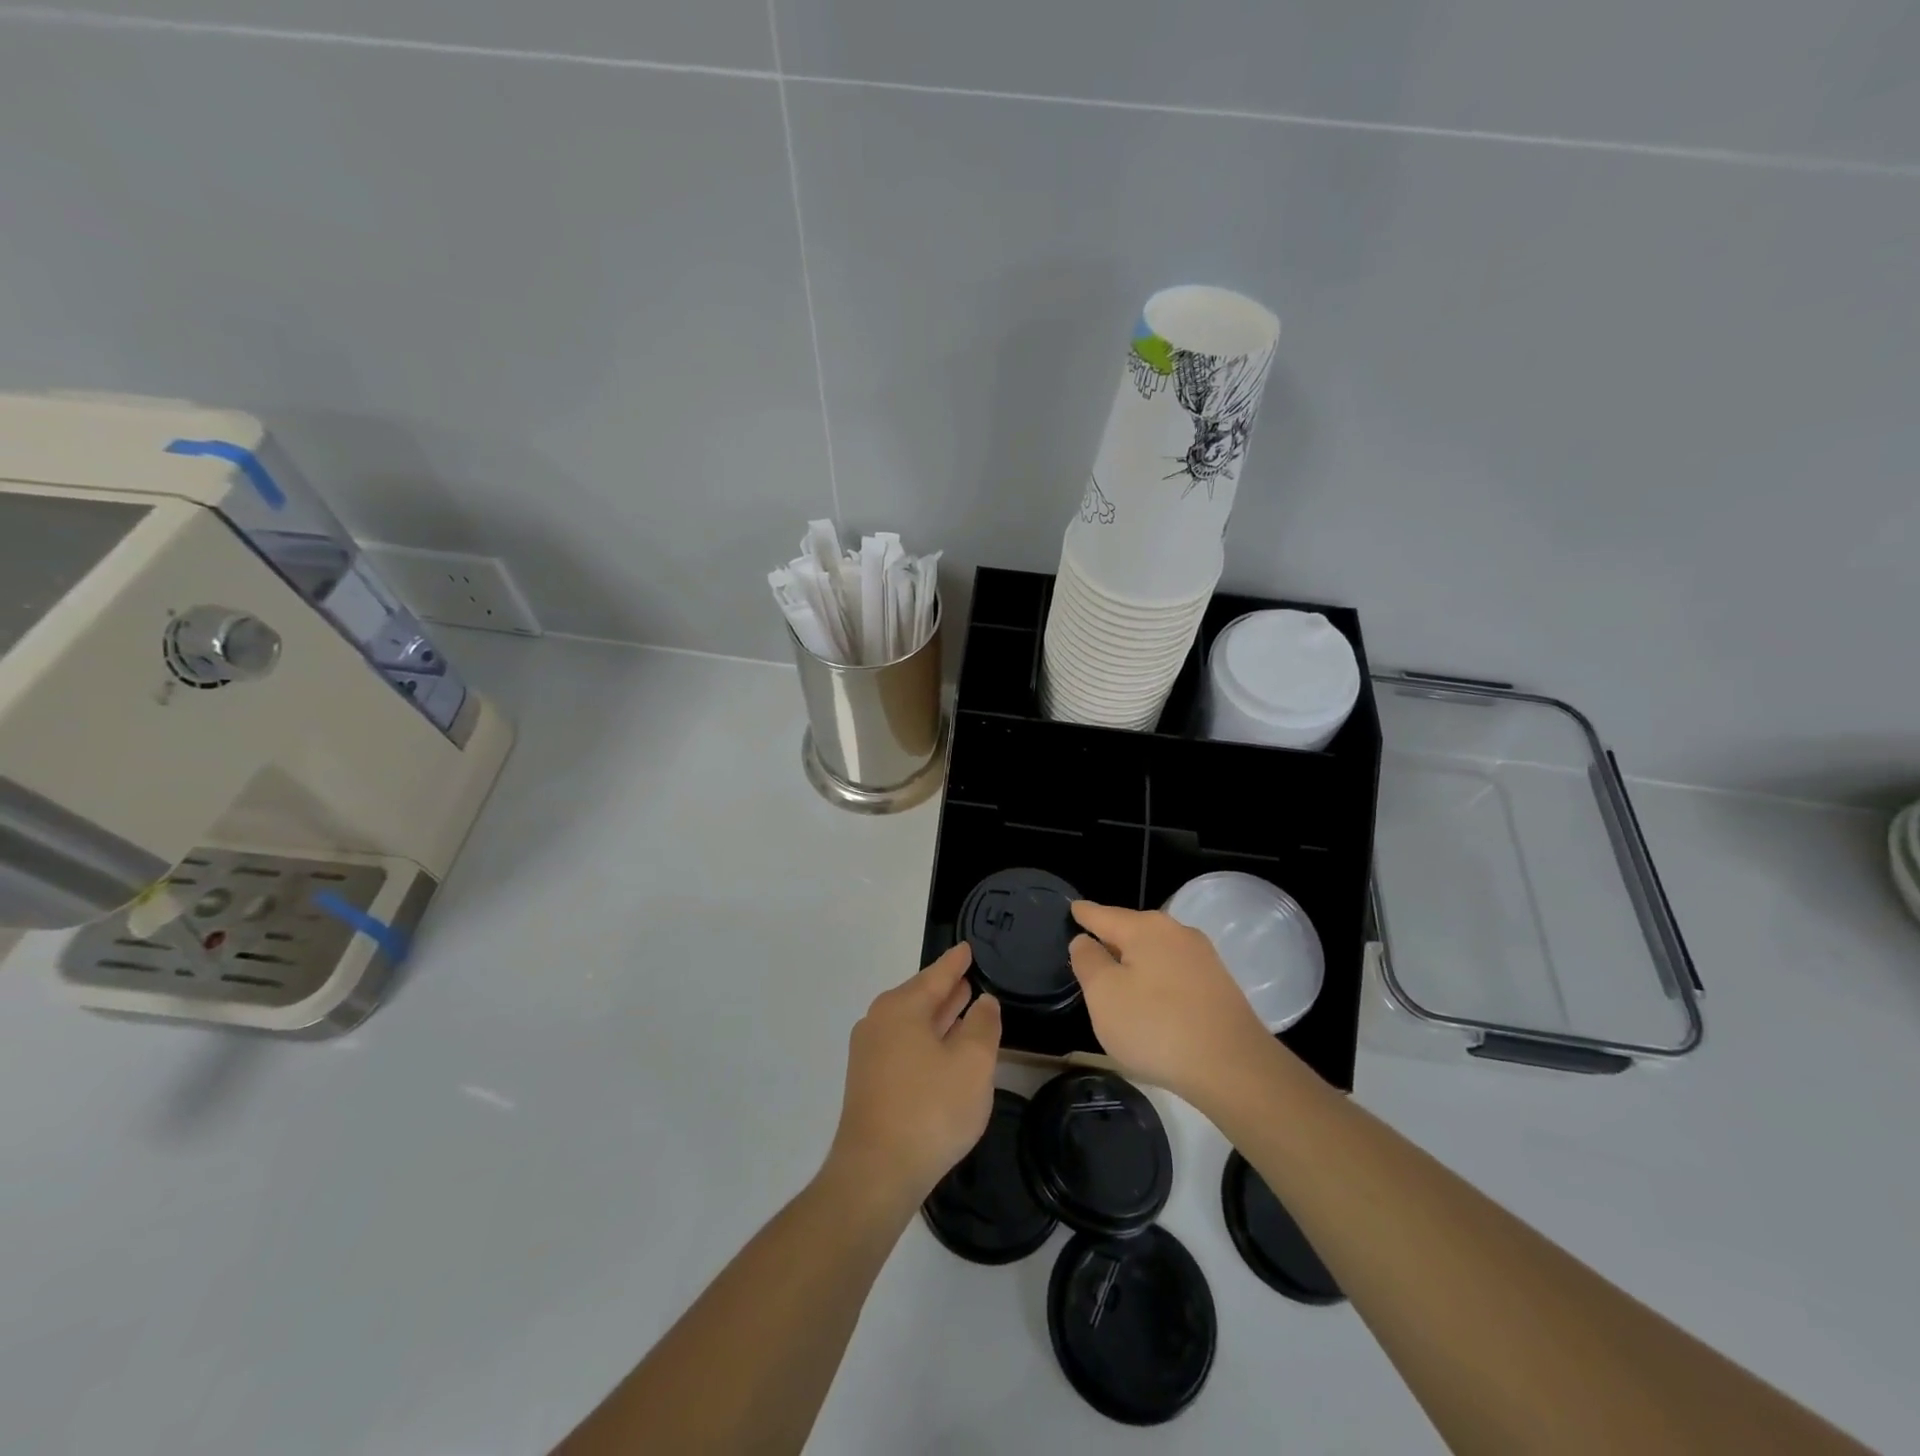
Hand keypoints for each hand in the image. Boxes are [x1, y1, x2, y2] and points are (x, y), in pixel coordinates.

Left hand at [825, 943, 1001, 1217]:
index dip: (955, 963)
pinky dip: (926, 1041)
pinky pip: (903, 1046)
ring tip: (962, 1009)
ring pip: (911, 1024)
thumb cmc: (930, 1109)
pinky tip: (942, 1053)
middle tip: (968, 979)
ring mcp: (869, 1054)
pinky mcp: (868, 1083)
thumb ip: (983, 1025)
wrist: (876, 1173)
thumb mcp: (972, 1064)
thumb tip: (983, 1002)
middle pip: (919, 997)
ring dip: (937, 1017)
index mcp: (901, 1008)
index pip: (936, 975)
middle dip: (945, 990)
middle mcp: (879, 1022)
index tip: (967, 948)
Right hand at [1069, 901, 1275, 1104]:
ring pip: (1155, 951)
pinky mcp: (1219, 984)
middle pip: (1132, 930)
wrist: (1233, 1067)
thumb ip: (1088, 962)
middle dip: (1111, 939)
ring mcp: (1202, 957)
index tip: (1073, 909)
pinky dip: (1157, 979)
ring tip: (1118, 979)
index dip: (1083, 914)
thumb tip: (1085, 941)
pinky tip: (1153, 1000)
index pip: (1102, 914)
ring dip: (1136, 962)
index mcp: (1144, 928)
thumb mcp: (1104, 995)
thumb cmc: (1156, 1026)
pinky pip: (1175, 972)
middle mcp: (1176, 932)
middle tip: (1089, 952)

● ● ● ● ● ● ●

YOUR ASSIGNMENT >>
Only the lines from the one with "index mcp: (901, 1008)" through the final line above belong in the answer, each retyped exactly.

YOUR RESPONSE >>
index mcp: (901, 1008)
index pip: (936, 975)
middle dip: (945, 990)
middle mcp: (879, 1022)
index tip: (967, 948)
Right hand at [1069, 901, 1275, 1104]:
ring pip: (1155, 951)
pinky mcp: (1219, 984)
middle pip: (1132, 930)
wrist: (1233, 1067)
thumb ip: (1088, 962)
middle dip: (1111, 939)
ring mcp: (1202, 957)
index tip: (1073, 909)
pinky dip: (1157, 979)
ring tip: (1118, 979)
index dip: (1083, 914)
thumb tip: (1085, 941)
pinky tip: (1153, 1000)
index pip: (1102, 914)
ring dip: (1136, 962)
index mcp: (1144, 928)
thumb mcp: (1104, 995)
thumb cmc: (1156, 1026)
pinky pip: (1175, 972)
middle mcp: (1176, 932)
middle tip: (1089, 952)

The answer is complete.